[Stored data entries]
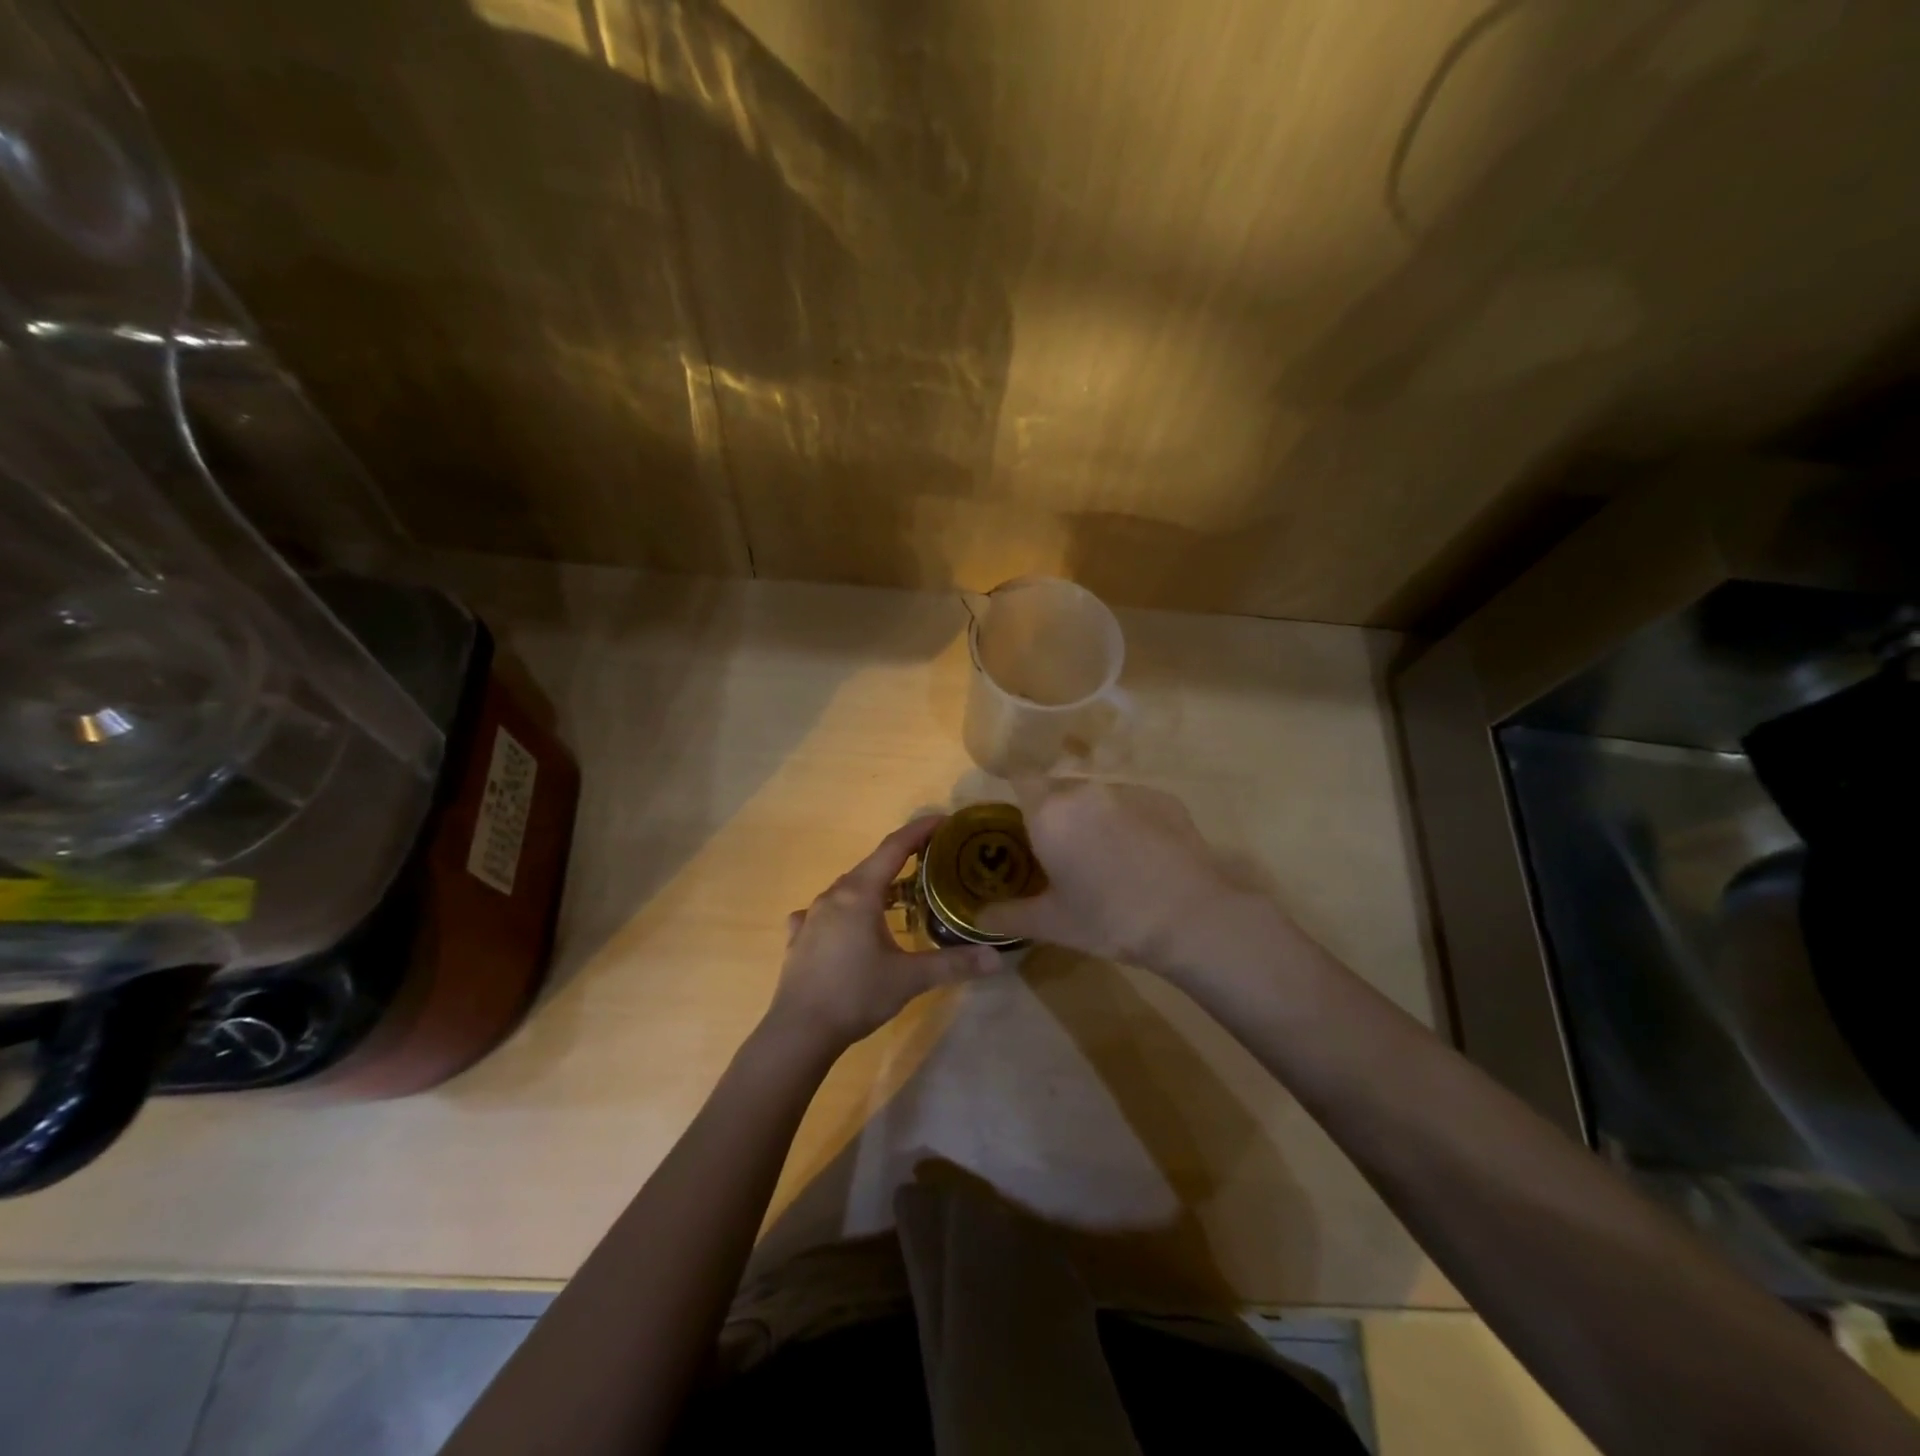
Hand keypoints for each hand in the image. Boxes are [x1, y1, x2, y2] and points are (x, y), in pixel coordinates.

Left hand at [767, 814, 1002, 1050]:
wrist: (799, 1031)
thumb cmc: (856, 995)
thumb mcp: (910, 979)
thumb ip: (954, 963)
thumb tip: (997, 957)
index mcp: (860, 893)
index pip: (894, 848)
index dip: (920, 831)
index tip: (944, 820)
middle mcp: (833, 895)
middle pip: (872, 865)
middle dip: (903, 858)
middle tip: (933, 861)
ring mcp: (811, 915)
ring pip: (849, 888)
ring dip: (876, 885)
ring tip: (900, 895)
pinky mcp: (799, 937)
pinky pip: (826, 911)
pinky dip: (846, 909)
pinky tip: (849, 926)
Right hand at [974, 777, 1276, 973]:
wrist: (1191, 917)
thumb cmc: (1111, 919)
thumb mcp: (1053, 924)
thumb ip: (1008, 916)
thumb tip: (977, 918)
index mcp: (1050, 814)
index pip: (1021, 779)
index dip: (1017, 795)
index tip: (1021, 822)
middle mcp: (1085, 791)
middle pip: (1060, 790)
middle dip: (1057, 814)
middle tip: (1064, 853)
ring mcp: (1128, 790)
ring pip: (1097, 797)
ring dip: (1094, 817)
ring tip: (1108, 858)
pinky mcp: (1163, 798)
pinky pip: (1133, 803)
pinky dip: (1130, 821)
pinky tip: (1143, 856)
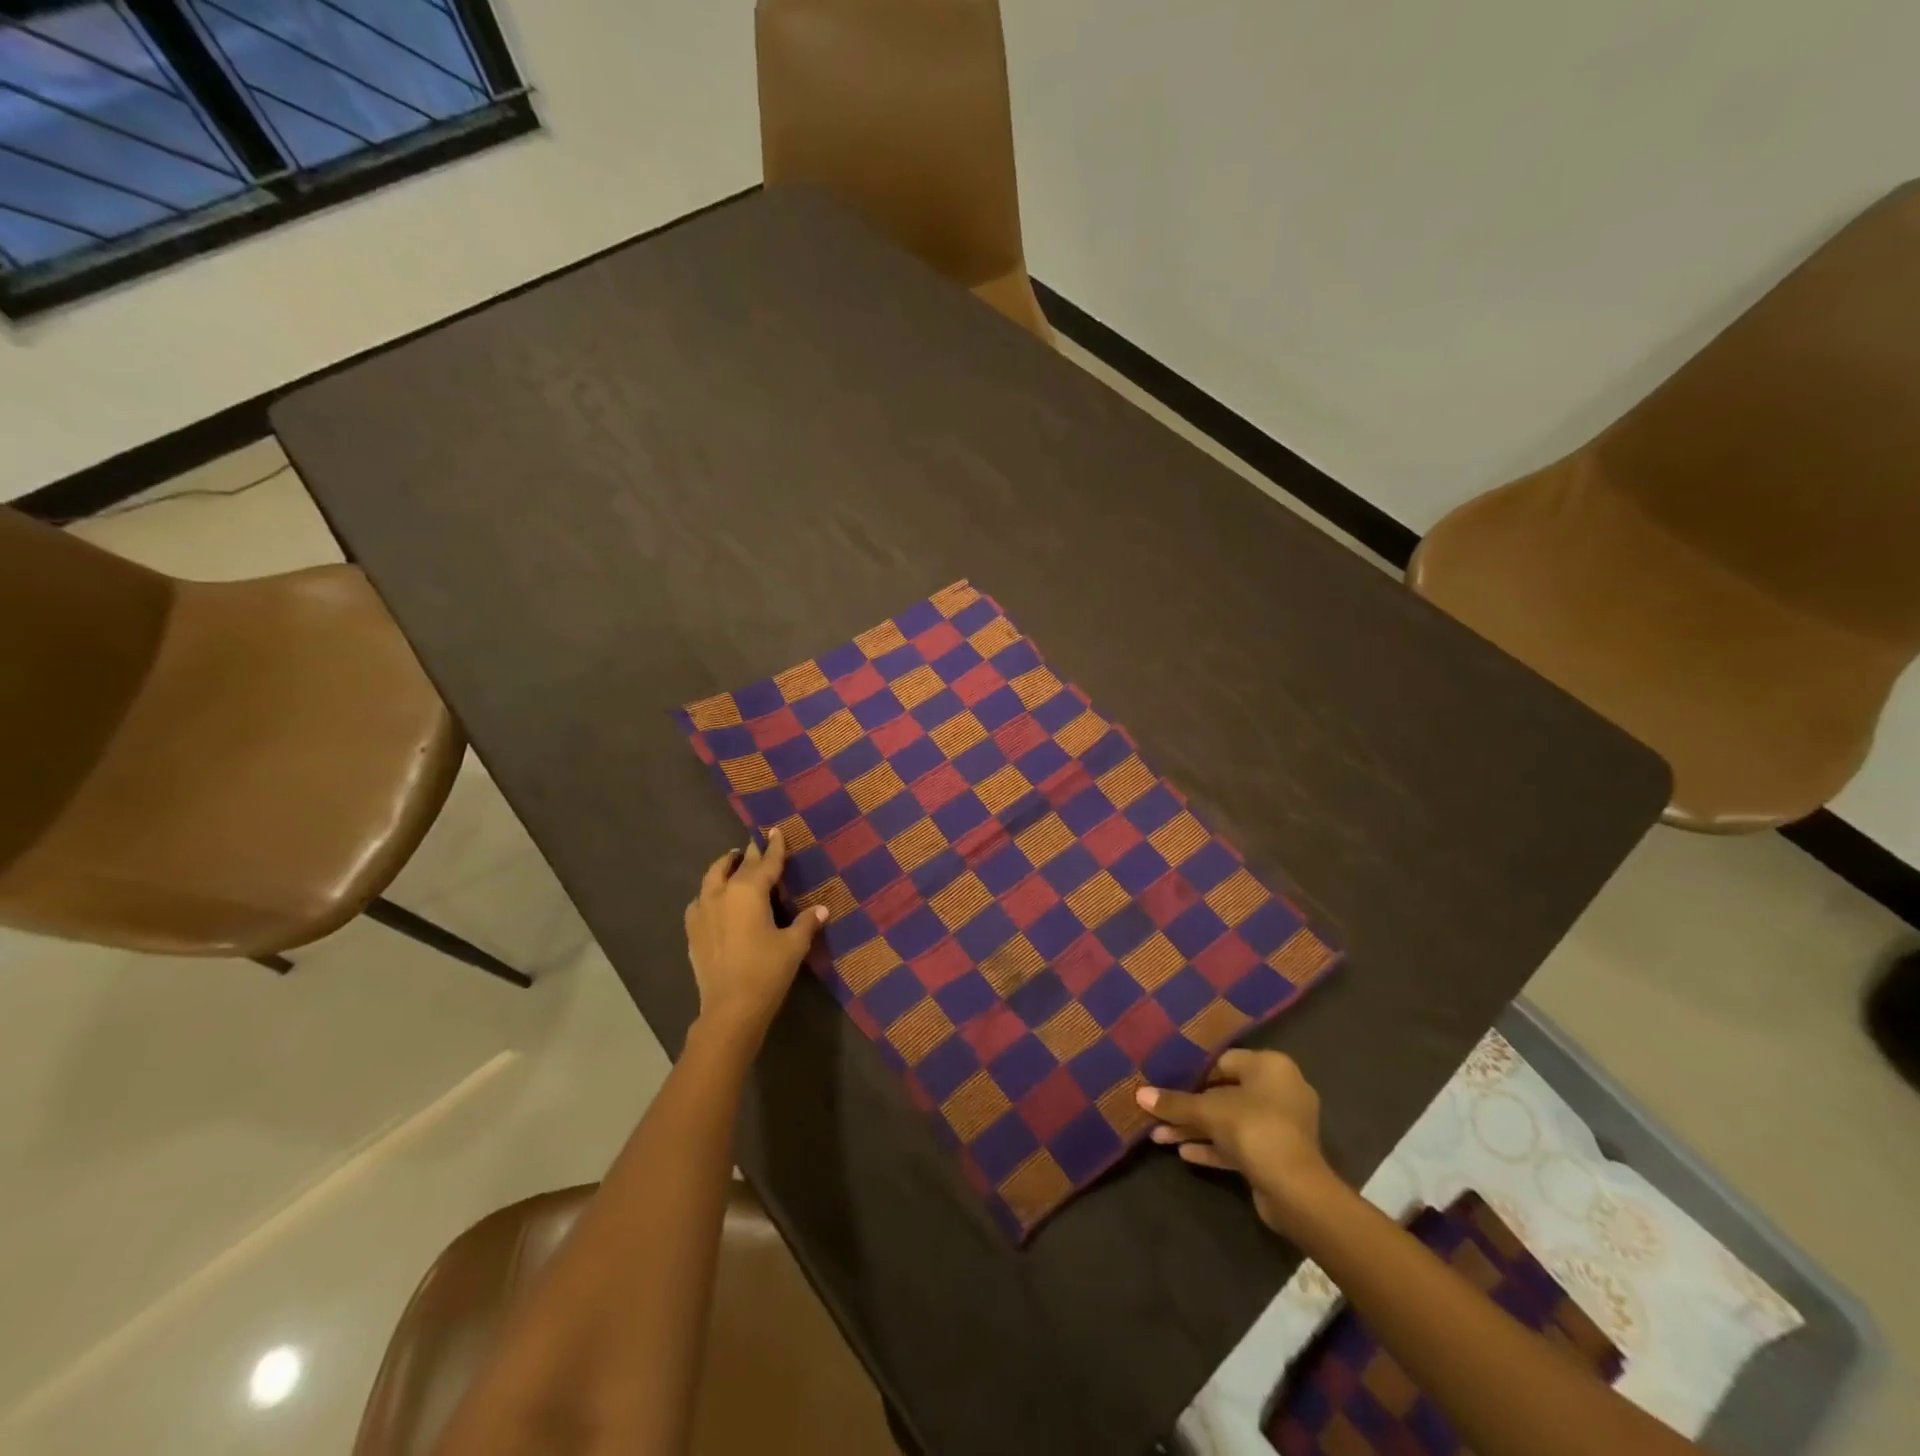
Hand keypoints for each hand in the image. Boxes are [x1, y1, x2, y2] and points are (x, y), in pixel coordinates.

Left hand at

TASK DETAILS -> What you give back must match the lines from the start of the records through the line that contains "index dip: (920, 831)", exactly, with the pictures left out.

TASK RESULT ->
Hand keypoints for each hand in the image. Boxes are [x1, y1, x2, y2] and points are (x, y), in pixel coordinates.

Left hand at [767, 814, 1002, 1050]:
wrist: (799, 1031)
thumb cmc: (856, 995)
thumb mcp: (910, 979)
thumb ip: (954, 963)
thumb tip: (997, 957)
index mcp: (860, 893)
index pip: (894, 848)
index dip: (920, 831)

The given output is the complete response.